Stored items:
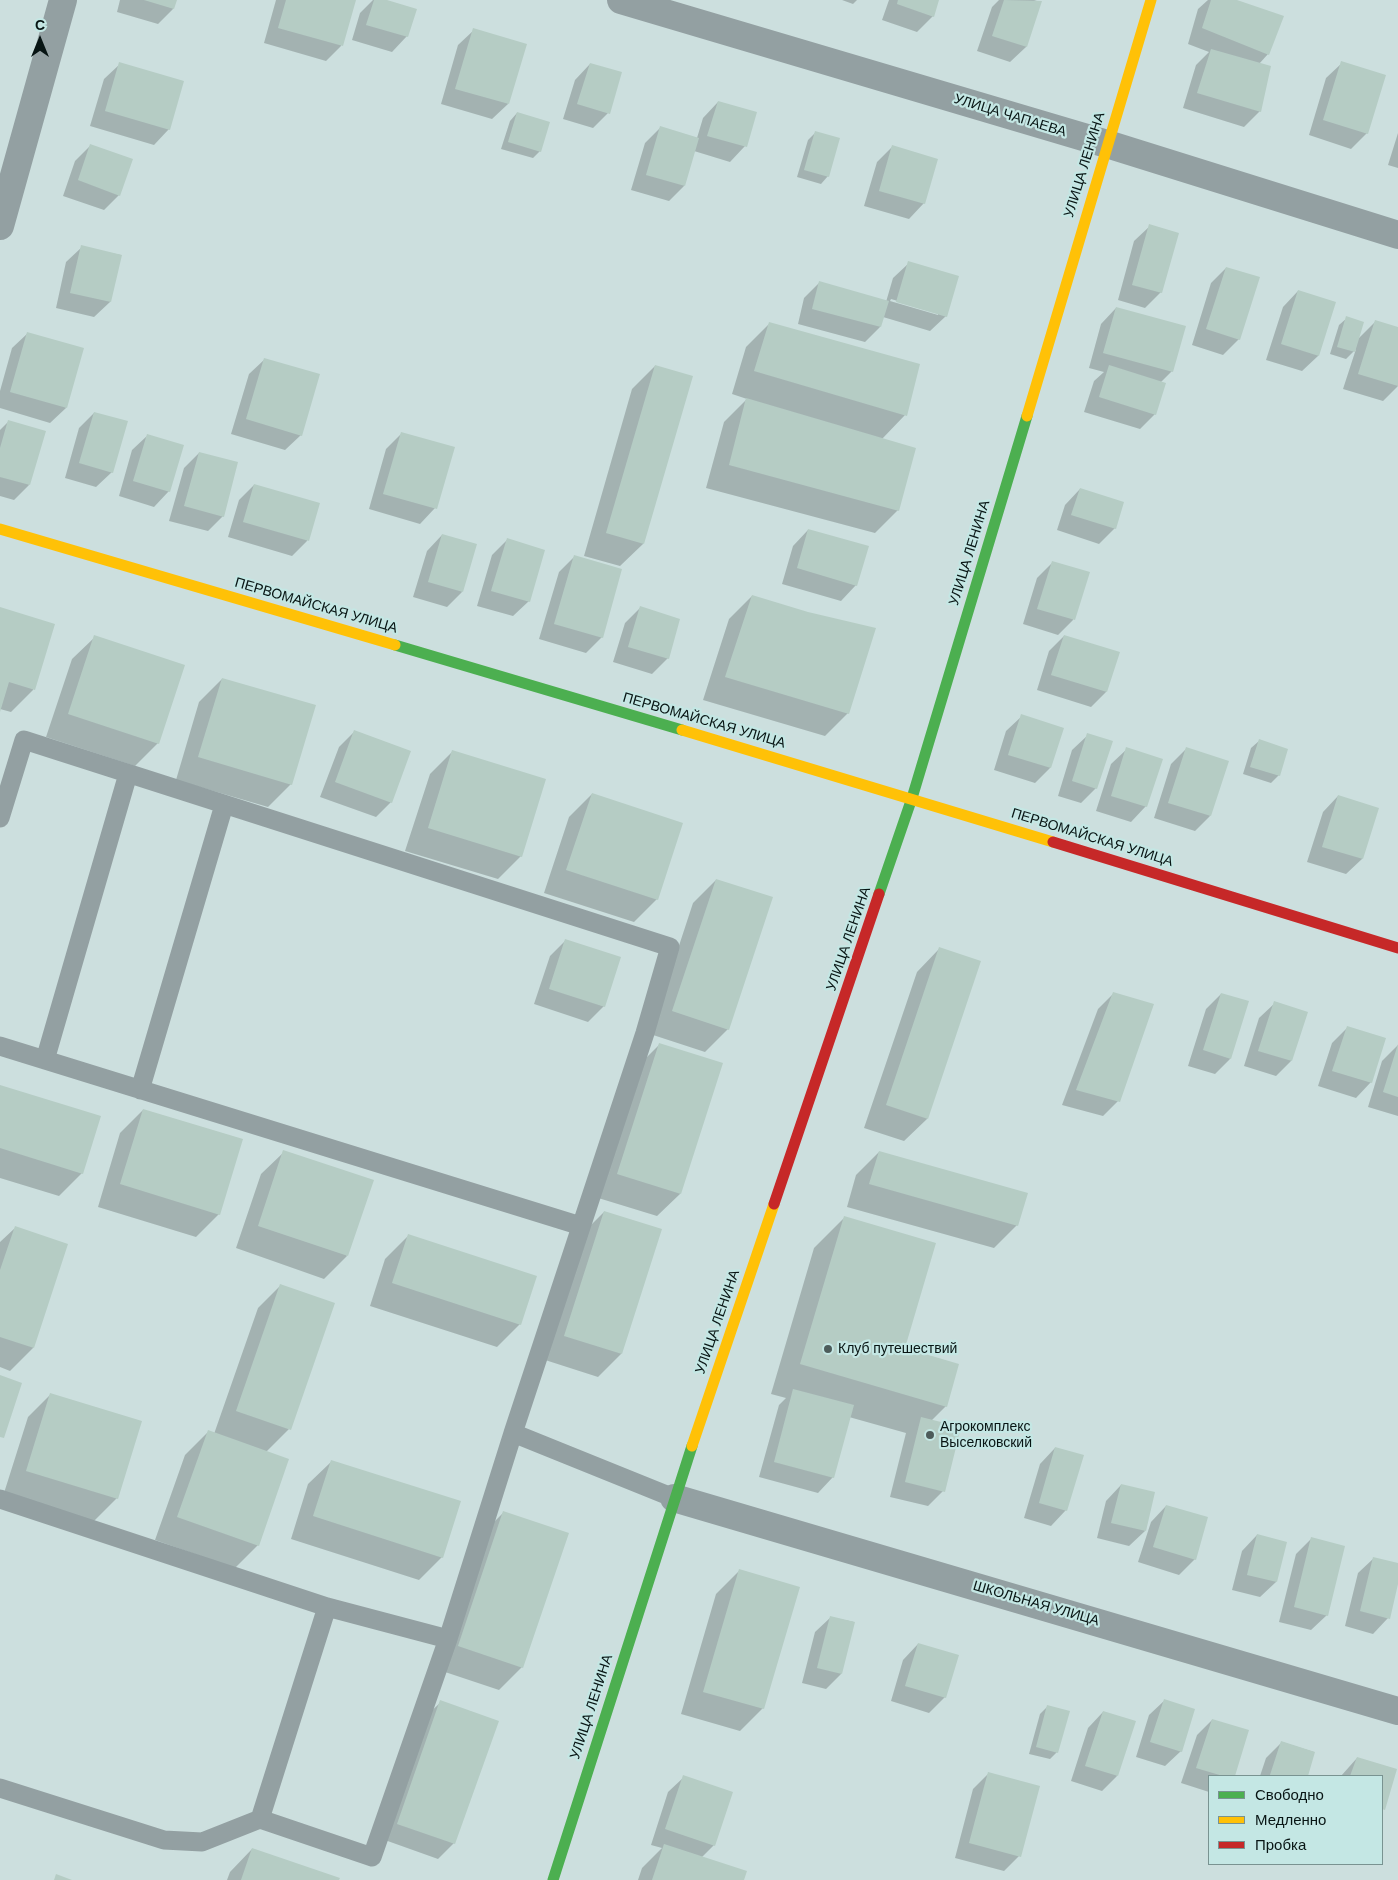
<!DOCTYPE html>
<meta charset="utf-8">
<style>
body{margin:0}
#map{position:relative;width:1398px;height:1880px;overflow:hidden;background:#ccdfde;font-family:"DM Sans",sans-serif}
canvas{display:block}
.legend{position:absolute;left:1208px;top:1775px;width:175px;height:90px;box-sizing:border-box;background:#c4e7e4;border:1px solid #799391;margin:0;padding:6px 9px;list-style:none;font-size:15px;color:#081514}
.legend li{display:flex;align-items:center;gap:10px;height:25px}
.legend b{width:25px;border:1px solid #799391}
.north{position:absolute;left:15px;top:15px;width:50px;height:50px;-webkit-text-stroke:4px #c4e7e4;paint-order:stroke;rotate:0deg;font-size:14px;font-weight:700;line-height:20px;text-align:center;color:#081514}
.north::after{content:'';display:block;margin:auto;width:18px;height:22px;background:#081514;clip-path:polygon(50% 0,100% 100%,50% 72%,0 100%)}
</style>
<div id="map">
<canvas width="1398" height="1880"></canvas>
<ul class="legend">
<li><b style="height:6px;background:#4caf50"></b>Свободно</li>
<li><b style="height:6px;background:#ffc107"></b>Медленно</li>
<li><b style="height:6px;background:#c62828"></b>Пробка</li>
</ul>
<div class="north">С</div>
</div>
<script>
const context = document.querySelector('canvas').getContext('2d');
context.lineJoin = 'round';
function fillPath(path, color) { context.fillStyle = color; context.fill(path, 'evenodd'); }
const poly = rows => new Path2D(rows.map(r => 'M' + r).join(''));
function trace(path, color, width, dash) { context.strokeStyle = color; context.lineWidth = width; context.lineCap = dash ? 'butt' : 'round'; context.setLineDash(dash || []); context.stroke(path); }
function write(font, color, halo, rows, align = 'center') {
  context.font = font + ' "DM Sans",sans-serif'; context.lineWidth = 4.5; context.setLineDash([]); context.textBaseline = 'middle'; context.strokeStyle = halo; context.fillStyle = color; for (const [text, x, y, turn = 0] of rows) {
    context.save(); context.translate(x, y); context.rotate((+turn || 0) * Math.PI / 180); context.textAlign = isNaN(turn) ? turn : align; if (halo) context.strokeText(text, 0, 0); context.fillText(text, 0, 0); context.restore();
  }
}
const shadow = poly([
 [120,0,176,0,173,9,158,24,117,12],
 [276,0,355,0,341,46,326,61,264,43],
 [373,0,383,0,407,36,392,52,352,40,360,13],
 [842,0,857,0,853,4],
 [889,0,938,0,933,16,917,32,882,20],
 [999,0,1034,0,1040,2,1026,47,1010,62,977,51,992,7],
 [1208,0,1233,0,1268,54,1259,64,1260,111,1244,127,1183,108,1196,65,1209,52,1188,44,1198,9],
 [474,30,508,104,492,119,441,104,458,45],
 [1342,63,1367,133,1351,149,1309,135,1326,78],
 [120,64,169,129,154,145,90,126,104,79],
 [590,64,608,113,593,128,563,119,575,80],
 [718,102,745,146,730,162,694,151,684,186,669,201,631,190,645,143,660,128,697,138,703,118],
 [517,113,540,151,533,158,501,149,510,121],
 [815,133,828,176,821,184,797,177,808,140],
 [1398,133,1398,168,1388,165],
 [91,145,119,195,104,210,63,196,75,161],
 [892,147,924,203,909,219,864,206,877,162],
 [1150,226,1161,292,1145,308,1118,300,1134,241],
 [82,247,121,255,110,302,94,317,56,308,66,262],
 [909,263,946,316,930,331,883,317,880,327,865,342,798,324,804,298,820,282,886,302,893,278],
 [891,299,938,313,938,315,890,301],
 [1226,268,1239,339,1223,355,1192,345,1211,283],
 [1298,291,1334,303,1318,356,1302,371,1266,360,1283,307],
 [1116,308,1172,371,1161,382,1155,414,1140,429,1084,412,1094,381,1104,372,1089,368,1101,324],
 [1347,318,1358,339,1376,321,1398,328,1398,386,1383,401,1343,389,1356,349,1346,359,1330,354,1339,325],
 [769,324,905,415,882,439,898,510,875,533,706,488,724,422,747,399,732,394,746,347],
 [28,333,66,408,50,423,0,408,0,391,12,348],
 [265,359,301,435,285,450,231,434,249,374],
 [655,366,643,544,620,566,584,556,632,389],
 [94,413,112,472,96,487,65,478,79,428],
 [8,422,29,485,14,500,0,496,0,430],
 [402,433,435,508,420,524,369,509,386,449],
 [148,435,169,491,154,507,119,496,132,450],
 [199,453,223,516,208,531,169,521,184,468],
 [254,485,318,504,307,541,292,556,228,537,239,500],
 [1080,489,1115,528,1099,544,1057,530,1065,505],
 [808,530,856,585,841,601,782,584,793,546],
 [442,535,462,592,447,607,413,597,427,551],
 [507,540,529,601,513,616,477,606,492,555],
 [574,557,602,637,586,653,539,639,559,572],
 [1053,562,1088,573,1073,620,1058,635,1023,624,1037,578],
 [752,596,808,613,848,713,825,736,703,700,729,619],
 [0,608,54,625,33,690,11,712,0,709],
 [640,608,668,658,652,674,613,662,625,623],
 [1064,636,1118,653,1106,692,1091,707,1037,690,1049,651],
 [95,637,158,743,135,766,46,737,72,659],
 [222,679,291,784,268,807,176,780,199,702],
 [1022,716,1062,728,1050,768,1035,783,994,770,1006,731],
 [355,731,391,802,376,817,320,797,339,747],
 [1088,735,1096,788,1081,803,1058,796,1072,750],
 [1259,741,1279,775,1271,783,1243,774,1251,748],
 [1127,749,1146,806,1131,822,1096,811,1111,764],
 [1186,749,1210,816,1195,831,1154,818,1171,764],
 [453,751,521,856,498,879,405,851,430,774],
 [592,794,657,899,634,922,544,893,569,817],
 [1338,796,1377,809,1362,859,1346,874,1307,862,1323,812],
 [716,880,728,1029,705,1052,650,1034,693,903],
 [565,941,604,1006,588,1022,534,1004,550,956],
 [939,949,980,962,927,1119,904,1141,864,1128,917,972],
 [1114,993,1118,1101,1103,1116,1062,1105,1098,1009],
 [1221,994,1230,1059,1215,1074,1188,1066,1206,1009],
 [1275,1003,1307,1013,1291,1061,1276,1076,1244,1066,1259,1018],
 [1347,1028,1371,1082,1356,1098,1318,1086,1332,1043],
 [660,1044,680,1194,657,1216,595,1197,637,1067],
 [1398,1045,1398,1116,1368,1107,1382,1061],
 [0,1086,82,1173,59,1196,0,1178],
 [143,1110,219,1214,196,1237,98,1207,120,1133],
 [284,1152,347,1256,324,1279,236,1248,261,1174],
 [879,1152,1017,1225,994,1248,847,1207,856,1175],
 [604,1212,660,1230,621,1354,598,1377,542,1359,581,1235],
 [844,1218,904,1349,946,1406,931,1421,943,1491,928,1506,890,1497,906,1433,849,1417,833,1477,818,1493,759,1477,779,1405,786,1398,771,1394,814,1248],
 [15,1228,66,1245,33,1348,10,1371,0,1367,0,1242],
 [408,1236,520,1324,497,1347,370,1306,385,1259],
 [281,1285,289,1429,266,1452,258,1545,235,1568,155,1540,185,1455,208,1432,214,1434,258,1308],
 [51,1394,117,1498,94,1521,4,1493,28,1417],
 [1055,1448,1066,1510,1051,1526,1024,1518,1040,1464],
 [331,1462,442,1557,419,1580,291,1539,308,1484],
 [1121,1485,1145,1531,1129,1546,1097,1538,1106,1501],
 [1166,1506,1195,1559,1179,1575,1138,1562,1151,1522],
 [504,1512,522,1667,499,1690,436,1669,481,1535],
 [1257,1535,1286,1543,1276,1582,1260,1597,1232,1590,1242,1551],
 [1311,1539,1327,1615,1311,1630,1279,1622,1296,1554],
 [1374,1558,1398,1564,1398,1579,1388,1618,1373,1634,1345,1626,1358,1573],
 [739,1571,763,1708,740,1731,681,1714,716,1594],
 [831,1617,854,1622,841,1674,826,1689,802,1683,815,1632],
 [918,1644,945,1697,929,1713,891,1701,903,1660],
 [1165,1700,1181,1751,1165,1766,1136,1757,1149,1715],
 [441,1702,454,1843,438,1859,382,1839,425,1717],
 [1048,1706,1057,1752,1050,1759,1029,1754,1040,1714],
 [1103,1712,1117,1776,1102,1791,1071,1781,1088,1728],
 [1212,1720,1248,1731,1234,1776,1209,1776,1209,1792,1181,1783,1197,1735],
 [1282,1742,1314,1752,1306,1776,1260,1776,1266,1758],
 [1357,1758,1396,1770,1382,1811,1382,1776,1341,1776],
 [989,1773,1019,1856,1004,1871,955,1858,973,1789],
 [684,1777,714,1845,701,1858,742,1880,638,1880,642,1868,662,1848,651,1845,668,1792],
 [252,1849,338,1880,227,1880,230,1872]
]);
const building = poly([
 [144,0,177,0,174,9],
 [286,0,356,0,343,46,278,28],
 [374,0,387,0,417,9,408,37,366,25],
 [898,0,939,0,934,17,897,4],
 [1004,0,1042,1,1027,47,992,36],
 [1211,0,1237,0,1284,16,1269,55,1202,28],
 [473,28,527,44,509,104,455,89],
 [1211,49,1271,66,1261,112,1197,93],
 [1341,61,1386,75,1368,134,1323,120],
 [119,62,184,81,170,130,105,111],
 [590,63,622,72,610,114,577,104],
 [718,101,757,112,747,147,707,136],
 [517,112,550,122,541,152,508,142],
 [660,126,699,138,685,186,646,175],
 [815,131,840,138,829,177,804,170],
 [90,144,133,159,120,196,78,180],
 [892,145,938,159,925,204,879,191],
 [1149,224,1179,233,1162,293,1132,285],
 [81,245,122,255,111,302,70,293],
 [908,261,959,276,947,317,896,302],
 [1226,267,1260,277,1240,340,1206,329],
 [819,281,889,301,881,327,812,309],
 [1298,290,1336,302,1319,356,1281,344],
 [1116,307,1186,326,1173,372,1103,353],
 [1346,316,1364,322,1355,352,1337,347],
 [1375,320,1398,327,1398,386,1358,374],
 [769,322,920,364,907,416,754,371],
 [27,332,84,348,67,408,10,392],
 [264,358,320,374,302,436,246,419],
 [655,365,693,376,644,544,606,533],
 [1109,365,1166,383,1156,415,1099,397],
 [746,398,916,448,899,511,729,465],
 [94,412,128,421,113,473,79,463],
 [8,420,46,431,30,485,0,477,0,448],
 [401,432,455,447,437,509,383,494],
 [147,434,184,445,170,492,133,481],
 [199,452,238,462,224,517,184,506],
 [254,484,320,503,309,541,243,522],
 [1080,488,1124,502,1116,529,1071,515],
 [808,529,869,546,857,586,797,568],
 [442,534,477,544,463,592,428,582],
 [507,538,545,550,530,602,491,591],
 [574,555,622,569,603,638,554,624],
 [1052,561,1090,572,1075,620,1037,609],
 [752,595,808,612,876,628,849,714,725,677],
 [640,606,680,619,669,659,628,647],
 [0,607,55,624,35,690,9,682,0,712],
 [94,635,185,665,159,744,68,714],
 [1064,635,1120,652,1107,692,1051,675],
 [222,678,316,705,292,785,198,757],
 [1021,714,1064,728,1051,768,1008,755],
 [354,730,411,751,392,803,335,782],
 [1087,733,1113,741,1097,789,1072,781],
 [1259,739,1288,749,1280,776,1250,767],
 [1126,747,1163,759,1147,807,1111,796],
 [1186,747,1229,761,1211,816,1168,803],
 [452,750,546,779,522,857,428,828],
 [592,793,683,823,658,900,566,870],
 [1338,795,1379,808,1363,859,1322,847],
 [716,879,773,897,729,1030,672,1011],
 [565,939,621,957,605,1007,549,989],
 [939,947,981,961,928,1119,886,1105],
 [1113,992,1154,1004,1120,1102,1076,1090],
 [1221,993,1249,1001,1231,1059,1203,1050],
 [1274,1001,1308,1012,1292,1061,1258,1051],
 [1347,1026,1386,1038,1372,1083,1332,1071],
 [659,1043,723,1063,681,1194,617,1174],
 [1398,1044,1398,1097,1383,1092],
 [0,1085,101,1116,83,1174,0,1148],
 [143,1109,243,1139,220,1215,120,1184],
 [283,1150,374,1180,348,1256,258,1226],
 [879,1151,1028,1193,1018,1226,869,1184],
 [604,1211,662,1229,622,1354,564,1336],
 [844,1216,936,1243,905,1348,959,1364,947,1407,800,1364],
 [15,1226,68,1244,34,1348,0,1337,0,1270],
 [408,1234,537,1276,521,1325,392,1283],
 [280,1284,335,1303,291,1430,236,1411],
 [0,1375,22,1383,4,1438,0,1437],
 [793,1389,854,1405,834,1478,774,1462],
 [50,1393,142,1421,118,1499,26,1471],
 [921,1417,961,1427,945,1492,905,1482],
 [208,1430,289,1459,259,1546,177,1517],
 [1055,1447,1084,1455,1067,1511,1039,1503],
 [331,1460,461,1501,443,1558,313,1516],
 [1121,1484,1155,1492,1146,1531,1111,1523],
 [1166,1505,1208,1517,1196,1560,1153,1547],
 [503,1511,569,1533,523,1668,458,1646],
 [1257,1534,1287,1542,1277,1582,1247,1575],
 [1311,1537,1345,1546,1328,1616,1294,1607],
 [1373,1557,1398,1563,1398,1584,1390,1619,1360,1611],
 [739,1569,800,1587,764,1709,703,1692],
 [830,1616,855,1622,842,1674,817,1668],
 [918,1643,959,1655,946,1698,905,1686],
 [1164,1699,1195,1709,1182,1752,1150,1742],
 [440,1700,499,1721,455,1844,397,1824],
 [1047,1705,1070,1711,1058,1753,1036,1747],
 [1103,1711,1136,1721,1118,1776,1085,1766],
 [1212,1719,1249,1730,1235,1776,1223,1776,1196,1768],
 [1281,1741,1315,1752,1308,1776,1275,1776,1270,1775],
 [1357,1757,1397,1769,1385,1810,1382,1809,1382,1776,1350,1776],
 [988,1772,1040,1786,1021,1857,969,1843],
 [683,1775,733,1792,715,1846,665,1829],
 [664,1844,747,1871,744,1880,652,1880],
 [252,1848,340,1878,339,1880,241,1880],
 [56,1874,72,1880,54,1880]
]);
const lane = poly([
 [0,818,24,740,670,947,645,1033,513,1433],
 [0,1046,581,1226],
 [45,1060,128,774],
 [140,1090,224,805],
 [0,1499,327,1607,448,1639],
 [0,1788,164,1840,202,1842,260,1819,327,1607],
 [260,1819,372,1857,448,1639,513,1433,674,1498]
]);
const street = poly([
 [621,0,1107,144,1398,235],
 [0,226,63,0],
 [674,1498,1398,1711]
]);
const fast = poly([
 [395,645,682,730],
 [879,894,912,798,1027,416],
 [553,1880,692,1446]
]);
const slow = poly([
 [1027,416,1151,0],
 [0,529,395,645],
 [682,730,1053,842],
 [692,1446,774,1204]
]);
const jam = poly([
 [1053,842,1398,948],
 [774,1204,879,894]
]);
const markers = [
 [828,1349,5,"#4d5c5b"],
 [930,1435,5,"#4d5c5b"]
];
const streetNames = [
 ["УЛИЦА ЧАПАЕВА",1010,116,17],
 ["УЛИЦА ЛЕНИНА",1085,165,-73],
 ["УЛИЦА ЛЕНИНА",970,553,-73],
 ["ПЕРВОМАЙСКАЯ УЛИЦА",316,606,16],
 ["ПЕРВОМАЙСКАЯ УЛИЦА",704,721,16],
 ["ПЕРВОМАЙСКАЯ УЛИЦА",1092,838,17],
 ["УЛИЦА ЛЕНИНА",849,939,-71],
 ["УЛИЦА ЛЕНИНА",718,1322,-71],
 ["ШКОЛЬНАЯ УЛИЦА",1036,1604,16],
 ["УЛИЦА ЛЕНИНА",592,1707,-72]
];
const poiNames = [
 ["Клуб путешествий",838,1349],
 ["Агрокомплекс",940,1427],
 ["Выселковский",940,1443]
];
fillPath(shadow, '#0003');
fillPath(building, '#b5ccc4');
trace(lane, '#93a0a2', 19);
trace(street, '#93a0a2', 28);
trace(fast, '#4caf50', 11);
trace(slow, '#ffc107', 11);
trace(jam, '#c62828', 11);
for (const [x, y, r, color] of markers) { const dot = new Path2D(); dot.arc(x, y, r, 0, 2 * Math.PI); context.fillStyle = color; context.fill(dot); trace(dot, '#c4e7e4', 2); }
write('14px', '#081514', '#c4e7e4', streetNames);
write('14px', '#081514', '#c4e7e4', poiNames, 'left');
</script>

Task prompt:
Within the data, how many lines hold the string "display"? Answer with the number and nothing more.

Your solution:
3